Chapter Two

"Sanctity and insanity lie close at bay,” Tierney wrote.   Finally.   Out.   Finally, on the page.

"Sanctity and insanity are very near each other,”  he continued.   “They share an almost mimicry-like relationship.   Whether it is a Batesian mimicry or Mullerian mimicry I am not sure.   But, there is something about them that feels similar and redundant; but I cannot say which came first.   Did sanctity imitate insanity, or the other way around?  I cannot say.   Not yet.  They are each clearly in close proximity; and, have a deep and rich impact on the other.

“Sanctity sometimes appears as insanity and insanity sometimes appears as sanctity.  Though they feel as if they are reflecting the other, they both really just flow forth from one stream.   Yes, that is it, they come from a common locale.   In that locus they are one.   As they flow out they are two.
“They emerge from one state.  Their origins are so close in proximity that people often confuse them.  They have one source.  And yet, we would want to say, or believe, or know that they are opposite.  They are not.   Not until they further themselves away from themselves.

"It is a real trick to know the difference.  The person that can distinguish sanctity from insanity is a being with true discrimination.  Someone who can see the difference between these two (and any pair of opposites that are one, for that matter) has tasted of the Divine Streams — from the one stream.
That one knows how to discern intention.  That one is somehow an enlightened one.  They have cut to the core of the soul and its power of the will.

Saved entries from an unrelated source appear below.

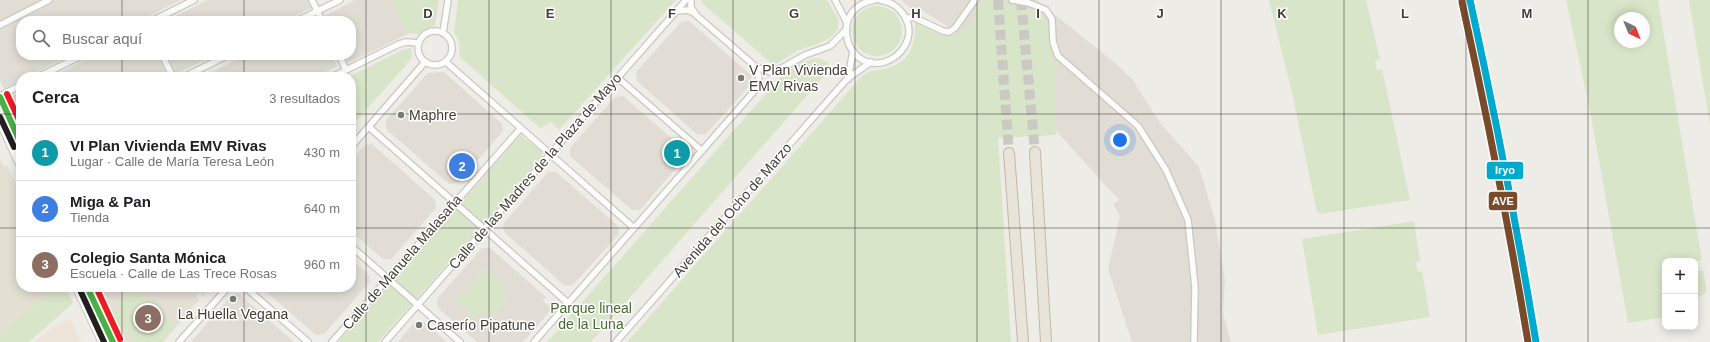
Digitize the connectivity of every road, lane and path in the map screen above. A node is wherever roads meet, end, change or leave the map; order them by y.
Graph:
1 (49, 0) edge
2 (194, 0) edge
3 (312, 0) edge
4 (340, 0) edge
5 (448, 0) edge
6 (686, 0) edge
7 (691, 0) edge
8 (835, 0) edge
9 (875, 0) edge
10 (880, 0) edge
11 (975, 0) edge
12 (1012, 0) edge
13 (317, 11) junction
14 (677, 11) junction
15 (694, 13) junction
16 (18, 16) edge
17 (162, 16) edge
18 (307, 16) edge
19 (320, 16) edge
20 (16, 17) edge
21 (906, 19) junction
22 (847, 23) junction
23 (0, 25) edge
24 (846, 30) junction
25 (443, 32) junction
26 (419, 43) junction
27 (853, 51) junction
28 (73, 60) edge
29 (164, 60) edge
30 (218, 60) edge
31 (341, 60) edge
32 (425, 62) junction
33 (446, 62) junction
34 (871, 62) junction
35 (756, 67) junction
36 (346, 70) junction
37 (48, 72) edge
38 (170, 72) edge
39 (194, 72) edge
40 (342, 72) edge
41 (618, 78) junction
42 (847, 79) junction
43 (16, 88) edge
44 (0, 96) edge
45 (0, 122) edge
46 (369, 127) junction
47 (521, 128) junction
48 (16, 133) edge
49 (356, 141) edge
50 (702, 151) junction
51 (1035, 152) tunnel mouth
52 (1009, 153) tunnel mouth
53 (551, 154) junction
54 (16, 156) edge
55 (454, 203) junction
56 (634, 228) junction
57 (484, 230) junction
58 (356, 250) edge
59 (388, 278) junction
60 (78, 292) edge
61 (89, 292) edge
62 (224, 292) edge
63 (251, 292) edge
64 (568, 303) junction
65 (418, 304) junction
66 (102, 342) edge
67 (113, 342) edge
68 (179, 342) edge
69 (308, 342) edge
70 (332, 342) edge
71 (384, 342) edge
72 (460, 342) edge
73 (534, 342) edge
74 (616, 342) edge
75 (1023, 342) edge
76 (1046, 342) edge
77 (1194, 342) edge

1 - 16 street
2 - 17 street
3 - 13 street
4 - 13 street
5 - 25 street
6 - 14 street, Calle de las Madres de la Plaza de Mayo
7 - 15 street
8 - 22 street
9 - 22 street
10 - 21 street
11 - 21 street
12 - 77 street
13 - 18 street
13 - 19 street
14 - 15 street
14 - 41 street, Calle de las Madres de la Plaza de Mayo
15 - 35 street
20 - 23 street
21 - 34 street
22 - 24 street
24 - 27 street
24 - 35 street
25 - 26 street
25 - 33 street
26 - 32 street
26 - 36 street
27 - 34 street
27 - 42 street, Avenida del Ocho de Marzo
28 - 37 street
29 - 38 street
30 - 39 street
31 - 36 street
32 - 33 street
32 - 46 street
33 - 47 street
34 - 42 street, Avenida del Ocho de Marzo
35 - 50 street
36 - 40 street
41 - 50 street
41 - 53 street, Calle de las Madres de la Plaza de Mayo
42 - 74 street, Avenida del Ocho de Marzo
43 - 44 street
44 - 48 street
45 - 54 street
46 - 49 street
46 - 55 street
47 - 53 street
47 - 55 street, Calle de Manuela Malasaña
50 - 56 street
51 - 76 highway
52 - 75 highway
53 - 56 street
53 - 57 street, Calle de las Madres de la Plaza de Mayo
55 - 57 street
55 - 59 street, Calle de Manuela Malasaña
56 - 64 street
57 - 64 street
57 - 65 street, Calle de las Madres de la Plaza de Mayo
58 - 59 street
59 - 65 street
59 - 70 street, Calle de Manuela Malasaña
60 - 66 street
61 - 67 street
62 - 68 street
63 - 69 street
64 - 73 street
65 - 71 street, Calle de las Madres de la Plaza de Mayo
65 - 72 street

"The notions of sanctity and insanity must swirl around each other for a bit.  They must weave themselves in and out of the mind, allowing for the arising of fear and then the cessation of that arising.  They must play and dance within the heart and mind and soul of an individual until they are birthed from his core.

"Sanctity and insanity not only lie close at bay to each other, they sort of share the same house.  They both lie close at bay to anyone who seeks the truth.  They inhabit that one – who seeks the truth.  They have one source.

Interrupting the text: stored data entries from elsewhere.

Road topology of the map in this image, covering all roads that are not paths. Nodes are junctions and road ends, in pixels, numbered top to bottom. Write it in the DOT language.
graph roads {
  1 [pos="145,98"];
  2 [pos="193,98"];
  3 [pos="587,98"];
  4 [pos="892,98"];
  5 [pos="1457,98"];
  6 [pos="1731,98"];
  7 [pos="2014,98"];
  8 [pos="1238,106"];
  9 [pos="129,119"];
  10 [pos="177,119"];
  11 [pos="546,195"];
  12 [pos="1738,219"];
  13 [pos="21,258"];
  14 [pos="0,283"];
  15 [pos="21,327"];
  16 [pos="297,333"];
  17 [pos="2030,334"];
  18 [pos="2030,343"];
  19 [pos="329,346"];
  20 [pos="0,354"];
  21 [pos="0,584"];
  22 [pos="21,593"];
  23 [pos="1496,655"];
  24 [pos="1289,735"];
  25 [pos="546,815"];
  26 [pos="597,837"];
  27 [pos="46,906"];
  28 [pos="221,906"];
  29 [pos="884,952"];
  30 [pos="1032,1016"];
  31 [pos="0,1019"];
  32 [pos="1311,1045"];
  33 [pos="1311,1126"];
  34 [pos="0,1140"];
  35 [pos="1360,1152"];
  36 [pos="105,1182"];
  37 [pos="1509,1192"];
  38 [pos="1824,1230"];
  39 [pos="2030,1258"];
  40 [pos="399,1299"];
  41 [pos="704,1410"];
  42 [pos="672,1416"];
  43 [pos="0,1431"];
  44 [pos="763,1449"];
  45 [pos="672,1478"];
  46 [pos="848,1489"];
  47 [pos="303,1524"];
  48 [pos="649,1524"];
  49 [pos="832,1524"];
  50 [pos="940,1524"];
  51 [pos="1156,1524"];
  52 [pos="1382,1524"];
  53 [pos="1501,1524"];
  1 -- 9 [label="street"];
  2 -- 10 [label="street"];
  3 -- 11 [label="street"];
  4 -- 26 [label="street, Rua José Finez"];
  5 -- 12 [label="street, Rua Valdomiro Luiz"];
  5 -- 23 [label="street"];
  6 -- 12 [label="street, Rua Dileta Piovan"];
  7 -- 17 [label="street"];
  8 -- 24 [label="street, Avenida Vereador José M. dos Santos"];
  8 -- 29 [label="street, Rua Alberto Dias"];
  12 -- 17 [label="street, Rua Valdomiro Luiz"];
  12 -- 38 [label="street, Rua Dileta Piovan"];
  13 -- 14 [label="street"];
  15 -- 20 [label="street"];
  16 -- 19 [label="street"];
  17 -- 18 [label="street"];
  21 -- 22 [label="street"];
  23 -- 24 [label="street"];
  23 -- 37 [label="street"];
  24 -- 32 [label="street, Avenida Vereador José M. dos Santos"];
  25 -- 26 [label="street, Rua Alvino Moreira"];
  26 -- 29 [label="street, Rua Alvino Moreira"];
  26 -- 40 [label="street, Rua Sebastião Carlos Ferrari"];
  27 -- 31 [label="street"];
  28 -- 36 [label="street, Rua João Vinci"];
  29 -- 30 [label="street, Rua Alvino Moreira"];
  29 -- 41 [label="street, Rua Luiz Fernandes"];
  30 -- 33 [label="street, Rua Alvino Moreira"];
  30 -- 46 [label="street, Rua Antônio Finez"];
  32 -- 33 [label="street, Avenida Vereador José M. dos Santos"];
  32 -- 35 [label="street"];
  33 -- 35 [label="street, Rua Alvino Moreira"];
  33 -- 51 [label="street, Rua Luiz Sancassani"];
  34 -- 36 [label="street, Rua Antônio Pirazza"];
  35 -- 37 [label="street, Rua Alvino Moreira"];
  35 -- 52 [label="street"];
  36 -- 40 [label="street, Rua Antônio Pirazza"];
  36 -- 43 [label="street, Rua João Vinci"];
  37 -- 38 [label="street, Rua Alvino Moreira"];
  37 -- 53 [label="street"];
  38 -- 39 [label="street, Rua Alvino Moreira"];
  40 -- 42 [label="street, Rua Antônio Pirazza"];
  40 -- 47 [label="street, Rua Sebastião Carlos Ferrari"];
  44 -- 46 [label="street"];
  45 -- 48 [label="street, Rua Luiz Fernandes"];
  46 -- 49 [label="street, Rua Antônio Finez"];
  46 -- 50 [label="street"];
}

"They are both in there, screaming for equal time.  Each wants center stage.  They each want to claim the mind for its own ground.  They each want to claim the heart and the soul for their own ground.  Sanctity wants to eat and digest the mind and paint it with the hues of piety and power, while insanity wants to devour and absorb every social skill and quiescence to the whole.  Even if it is a slow usurpation of one over another.

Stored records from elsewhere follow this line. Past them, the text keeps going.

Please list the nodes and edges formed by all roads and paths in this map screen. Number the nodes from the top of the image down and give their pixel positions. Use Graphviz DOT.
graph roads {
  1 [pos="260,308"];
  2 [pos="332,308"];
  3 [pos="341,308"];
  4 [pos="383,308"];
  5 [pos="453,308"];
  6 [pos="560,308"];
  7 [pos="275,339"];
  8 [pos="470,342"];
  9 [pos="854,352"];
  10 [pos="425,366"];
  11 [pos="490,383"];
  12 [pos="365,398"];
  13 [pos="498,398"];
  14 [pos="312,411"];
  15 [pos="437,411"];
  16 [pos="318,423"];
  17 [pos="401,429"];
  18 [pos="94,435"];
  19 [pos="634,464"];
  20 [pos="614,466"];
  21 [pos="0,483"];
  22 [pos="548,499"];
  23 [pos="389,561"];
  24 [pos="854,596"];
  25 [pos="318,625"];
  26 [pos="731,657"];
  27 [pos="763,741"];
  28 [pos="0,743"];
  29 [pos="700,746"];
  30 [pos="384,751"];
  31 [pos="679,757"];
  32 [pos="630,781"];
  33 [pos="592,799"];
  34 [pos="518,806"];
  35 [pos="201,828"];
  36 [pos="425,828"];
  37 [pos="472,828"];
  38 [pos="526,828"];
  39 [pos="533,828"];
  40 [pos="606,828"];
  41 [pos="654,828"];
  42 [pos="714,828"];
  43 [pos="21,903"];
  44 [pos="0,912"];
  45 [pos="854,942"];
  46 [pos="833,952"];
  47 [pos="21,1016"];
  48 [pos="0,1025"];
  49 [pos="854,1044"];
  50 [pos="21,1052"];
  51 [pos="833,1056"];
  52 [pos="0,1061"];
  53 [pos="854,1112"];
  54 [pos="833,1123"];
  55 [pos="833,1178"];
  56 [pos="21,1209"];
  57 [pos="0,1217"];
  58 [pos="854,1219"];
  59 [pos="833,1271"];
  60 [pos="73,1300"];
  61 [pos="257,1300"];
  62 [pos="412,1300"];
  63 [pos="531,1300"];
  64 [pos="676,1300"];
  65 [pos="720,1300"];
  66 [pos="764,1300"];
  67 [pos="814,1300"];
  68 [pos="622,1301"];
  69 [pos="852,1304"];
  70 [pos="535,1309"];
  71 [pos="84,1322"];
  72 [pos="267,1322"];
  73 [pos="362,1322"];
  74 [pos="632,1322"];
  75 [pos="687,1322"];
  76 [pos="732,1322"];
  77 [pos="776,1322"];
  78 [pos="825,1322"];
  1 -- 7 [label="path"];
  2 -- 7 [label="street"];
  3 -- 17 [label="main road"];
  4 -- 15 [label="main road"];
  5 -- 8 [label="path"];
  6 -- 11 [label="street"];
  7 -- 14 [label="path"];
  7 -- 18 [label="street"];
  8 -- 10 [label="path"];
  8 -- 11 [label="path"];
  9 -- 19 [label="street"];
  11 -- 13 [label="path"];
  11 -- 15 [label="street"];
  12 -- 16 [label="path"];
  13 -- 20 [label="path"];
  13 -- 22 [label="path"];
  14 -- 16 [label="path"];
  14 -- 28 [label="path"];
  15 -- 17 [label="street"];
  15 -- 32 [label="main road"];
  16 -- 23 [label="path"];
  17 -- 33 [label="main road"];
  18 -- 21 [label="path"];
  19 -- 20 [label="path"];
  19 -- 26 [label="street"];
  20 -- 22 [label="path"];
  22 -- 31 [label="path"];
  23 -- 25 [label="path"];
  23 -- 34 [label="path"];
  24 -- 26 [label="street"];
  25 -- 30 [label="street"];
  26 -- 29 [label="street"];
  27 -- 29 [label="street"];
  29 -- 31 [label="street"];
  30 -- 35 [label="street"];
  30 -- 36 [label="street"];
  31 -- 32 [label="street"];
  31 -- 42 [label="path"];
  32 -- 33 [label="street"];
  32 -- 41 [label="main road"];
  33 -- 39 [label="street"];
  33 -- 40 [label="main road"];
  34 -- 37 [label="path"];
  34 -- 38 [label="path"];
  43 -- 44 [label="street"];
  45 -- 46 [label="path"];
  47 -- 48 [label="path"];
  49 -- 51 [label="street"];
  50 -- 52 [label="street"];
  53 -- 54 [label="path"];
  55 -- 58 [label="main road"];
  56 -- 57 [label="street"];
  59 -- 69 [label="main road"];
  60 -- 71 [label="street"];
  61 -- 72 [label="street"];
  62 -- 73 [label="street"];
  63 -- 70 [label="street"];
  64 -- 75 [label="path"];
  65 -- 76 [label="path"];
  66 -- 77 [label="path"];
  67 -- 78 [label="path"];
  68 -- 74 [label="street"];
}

There was a sense that these ideas and these concepts themselves had gotten ahold of Tierney and had become the masters of his house.   They ruled him – like all obsessions do.   Like a set of gnomes or trolls that had fallen upon some cottage in the woods they stormed the place, took over and began guarding the door.   No one in; no one out, without their say so.

He would write and write out the ideas on the page.   He’d go back and reword or correct each paragraph until it sang out from the page like an opera; woven wisps of a tale from Norse mythology that had taken shape and form in song.   When it had felt solid and firm, he’d move on to the next paragraph.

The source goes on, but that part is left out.